Ule Homes offers rent financing with a maximum tenor of up to 12 months.
Beyond rent financing, the company’s offerings now span mortgage and rent-to-own products (up to 20 years), credit score access and education, and savings tools tailored toward rent and housing.
Users are not restricted to properties listed by Ule Homes. They can find any apartment they want anywhere in Nigeria and apply via the Ule Homes web platform. The application process requires important user details, such as BVN, NIN, six months’ bank statement or business turnover, rent amount and apartment details, as well as credit and risk assessment.
From the backend, Ule Homes assesses the applicant’s credit history via partner credit bureaus.
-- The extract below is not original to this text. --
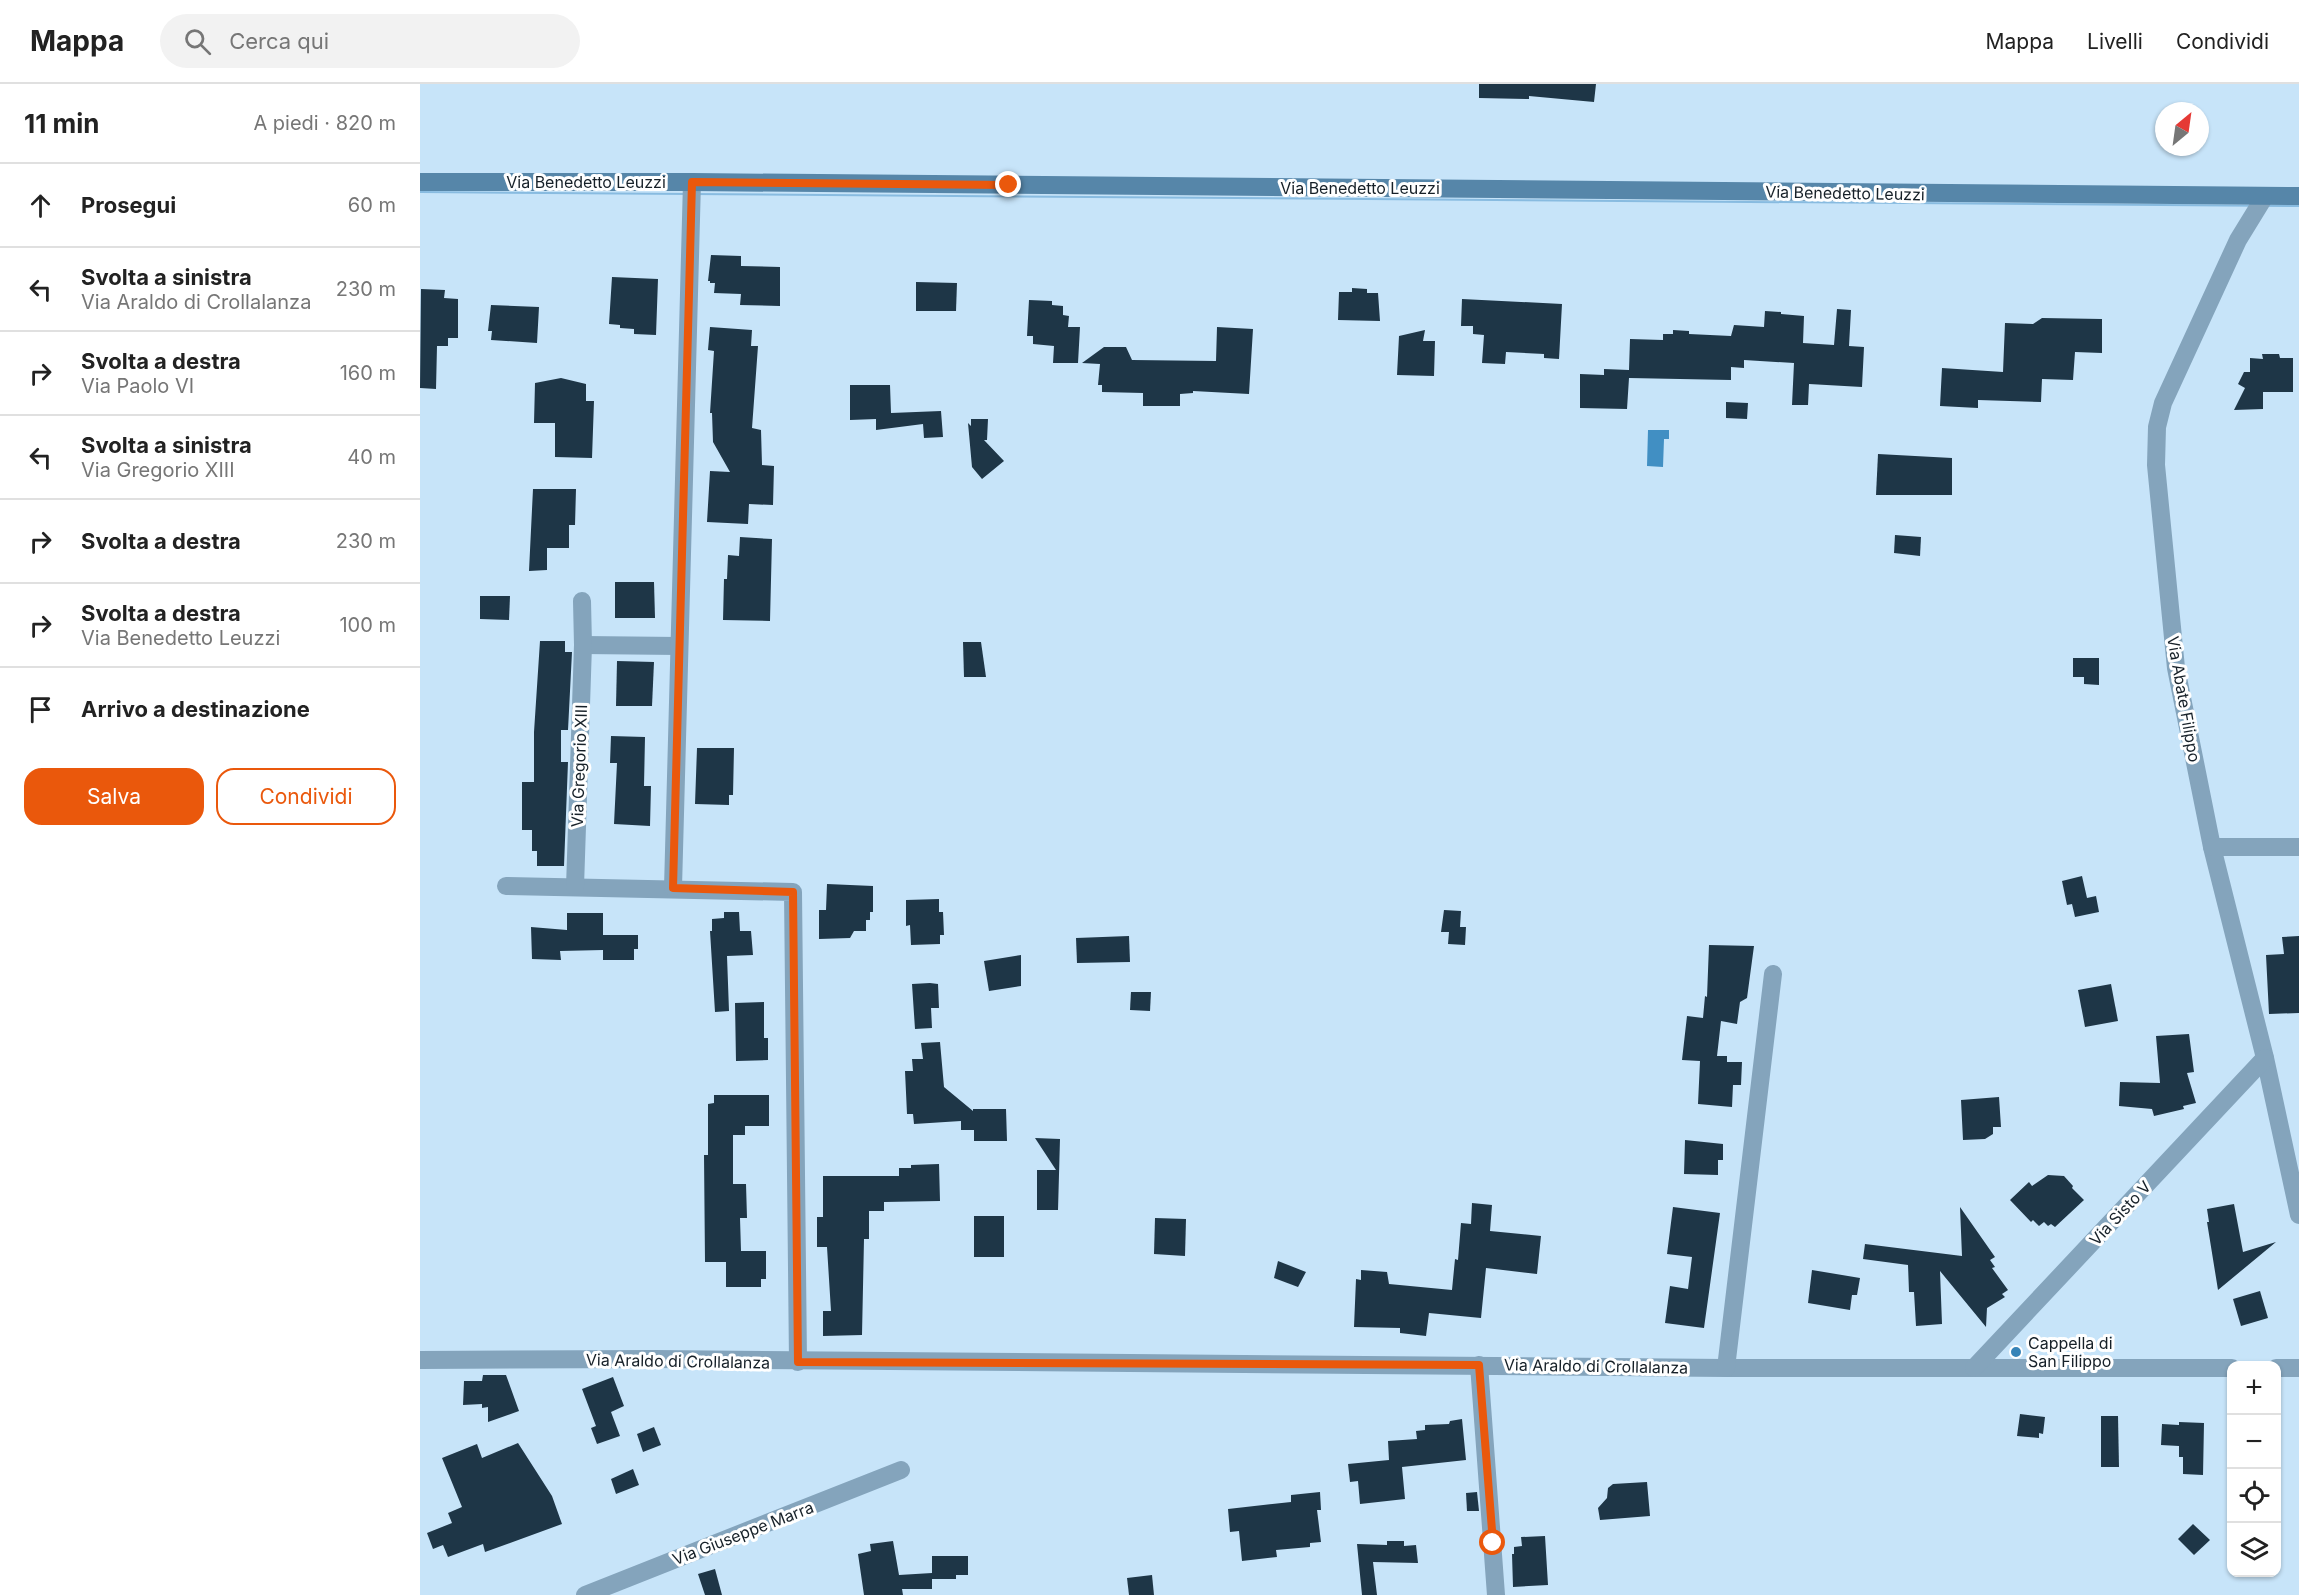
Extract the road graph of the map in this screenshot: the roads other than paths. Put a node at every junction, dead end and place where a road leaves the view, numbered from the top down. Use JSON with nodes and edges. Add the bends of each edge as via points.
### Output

They also check the debt-to-income ratio (capped at ~33%) and employment or business stability.
Once the application is approved, Ule Homes pays the landlord directly, eliminating the risk of misuse and ensuring that funds are used strictly for rent.
Repayments are collected via direct debit mandates tied to salary or business inflows. Interest starts as low as 1.7% monthly, with a repayment period capped at 12 months for rent financing.
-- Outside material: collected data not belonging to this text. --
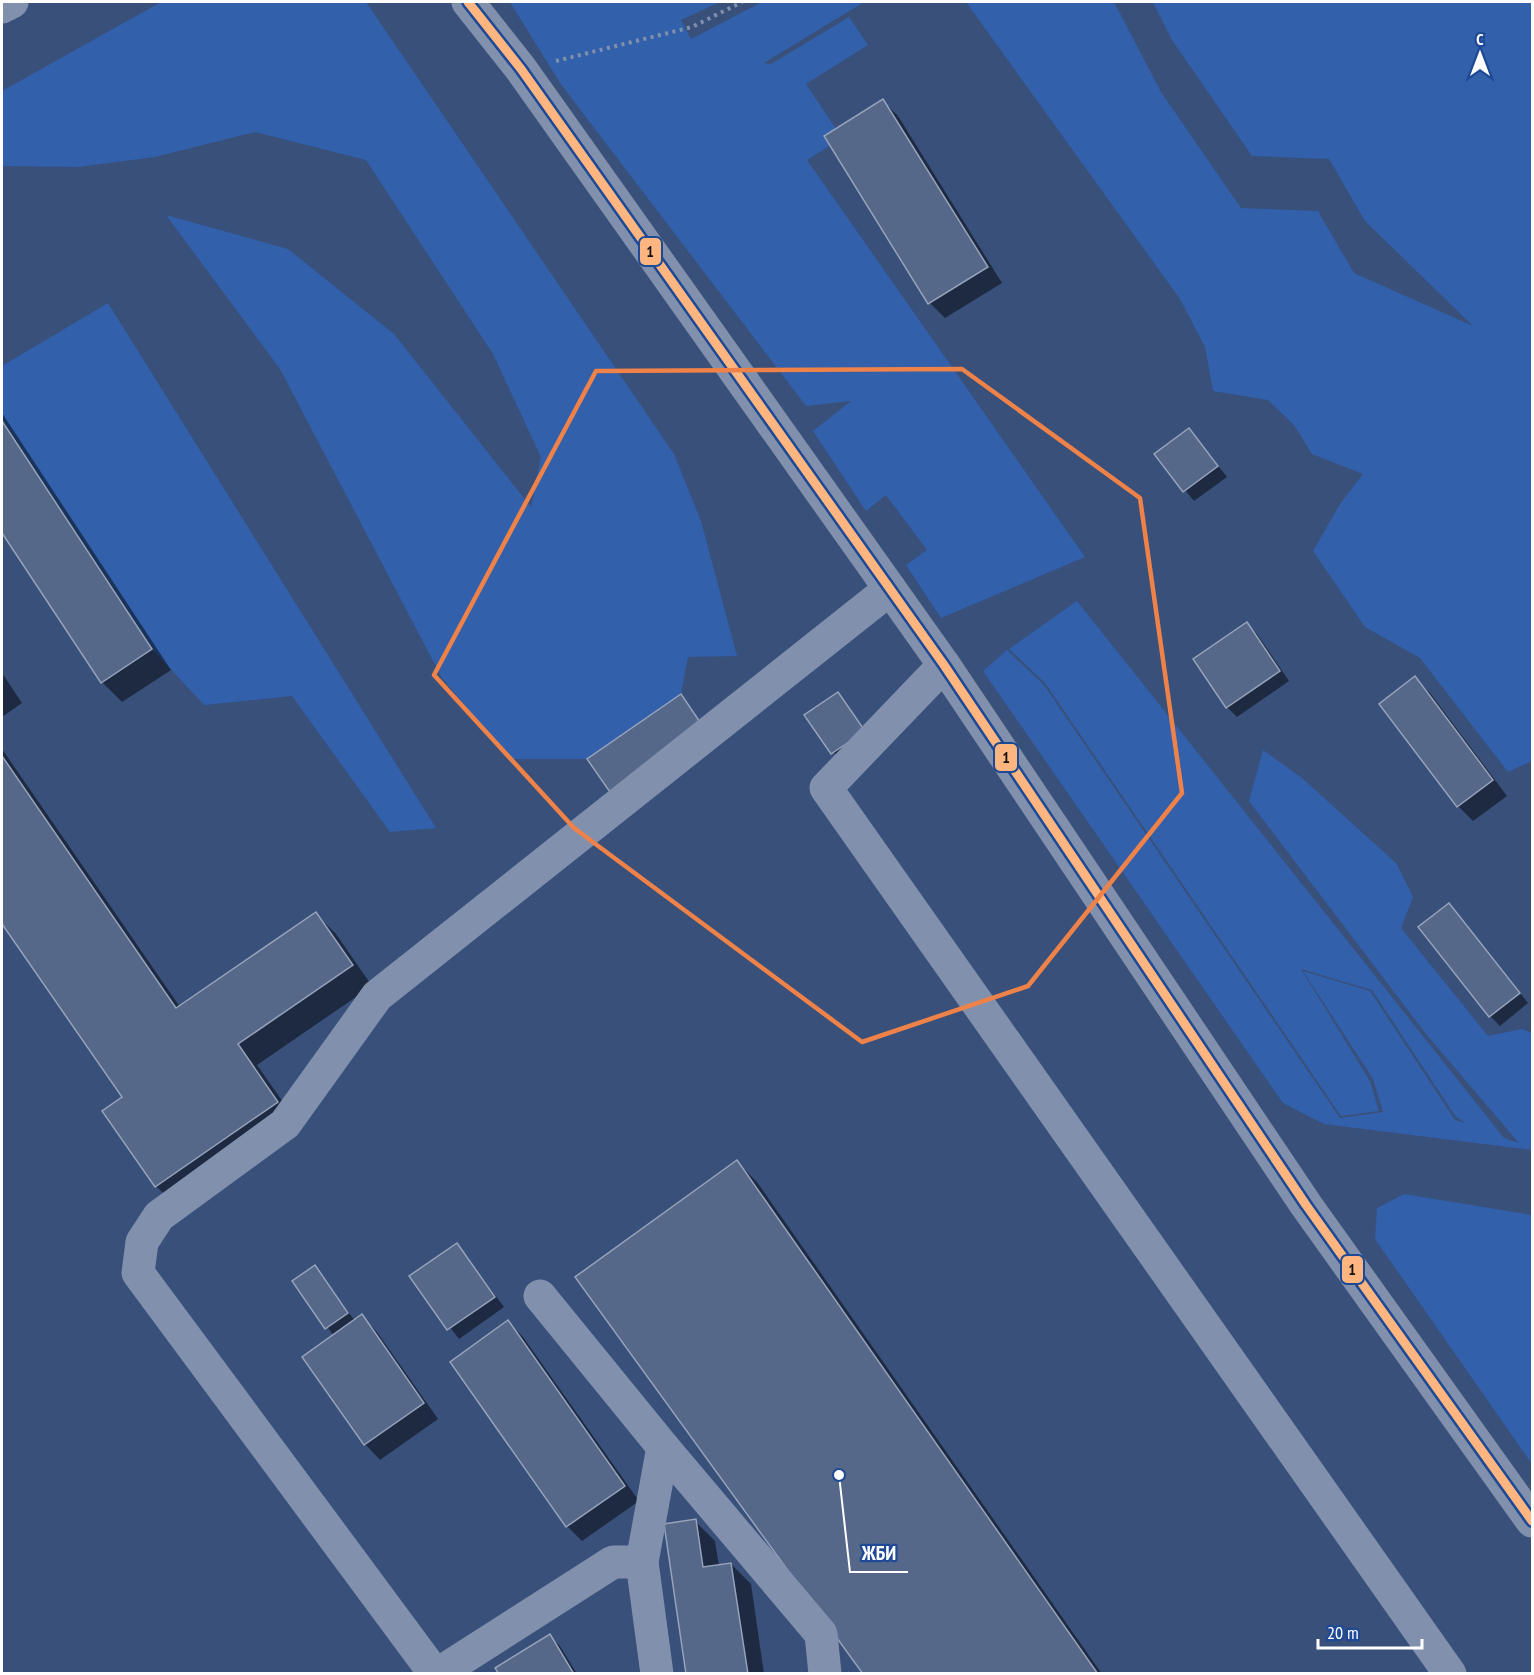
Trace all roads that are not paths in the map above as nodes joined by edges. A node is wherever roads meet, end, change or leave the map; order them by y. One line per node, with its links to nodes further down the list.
1 (12, 2): 3 (street)
2 (468, 2): 4 (street)
3 (2, 7)
4 (890, 589): 5 (street); 10 (street)
5 (944, 665): 8 (street); 13 (street)
6 (540, 1296): 7 (street)
7 (663, 1447): 9 (street); 12 (street)
8 (1533, 1521)
9 (642, 1562): 10 (street); 11 (street)
10 (436, 1674)
11 (657, 1674)
12 (825, 1674)
13 (1450, 1674)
Despite operating in a high-risk lending environment, Ule Homes reports zero non-performing loans (NPLs) to date. This is achieved through its strict upfront screening, flexible models that may require equity contributions or partial down payments, and partnerships with insurance firms to hedge defaults.
The business model
Ule Homes operates a business-to-business-to-customer (B2B2C) financing model, powered by partnerships with financial institutions rather than its own balance sheet.
The company’s revenue streams come from the interest margin and facilitation fees. Ule Homes earns a markup on funds provided by its partner financial institutions. A one-time fee is also charged per transaction. Combined, the company earns an average 10.8% margin per customer.
From ₦700 million disbursed, Ule Homes has generated approximately ₦75 million in revenue, translating to roughly ₦5 million per customer cohort plus facilitation income.
“We have financial institutions that back Ule Homes with funding and loans. That has helped sustain us,” Chisom Okorie, Co-founder and COO of Ule Homes, says.
A heavy reliance on external financial partners, exposure to macroeconomic shocks that affect income stability, and interest rate sensitivity in a volatile Nigerian economy pose existential threats to the business. While profitable in the early stages, long-term sustainability will depend on diversification beyond rent financing and deeper automation to reduce operational overhead.
Competitive advantage and what the future holds
Unlike many rent-financing platforms, Ule Homes deliberately integrates credit education. Users can access their credit reports directly on the platform, helping them understand how rent repayment improves long-term access to loans and mortgages. Its property-agnostic financing makes it easy for users to finance any apartment, not just partner-managed listings.
Looking ahead, the company’s roadmap points toward expansion and inclusion. Ule Homes is working towards the launch of a fully automated web app.
The company is also eyeing entry into other African markets, starting with Ghana. Aside from rent financing, Ule Homes is building savings-led products tailored to rent and housing goals.
If successful, this shift could significantly expand Ule Homes’ addressable market, bringing housing finance to traders, artisans, and informal earners typically excluded from formal credit systems.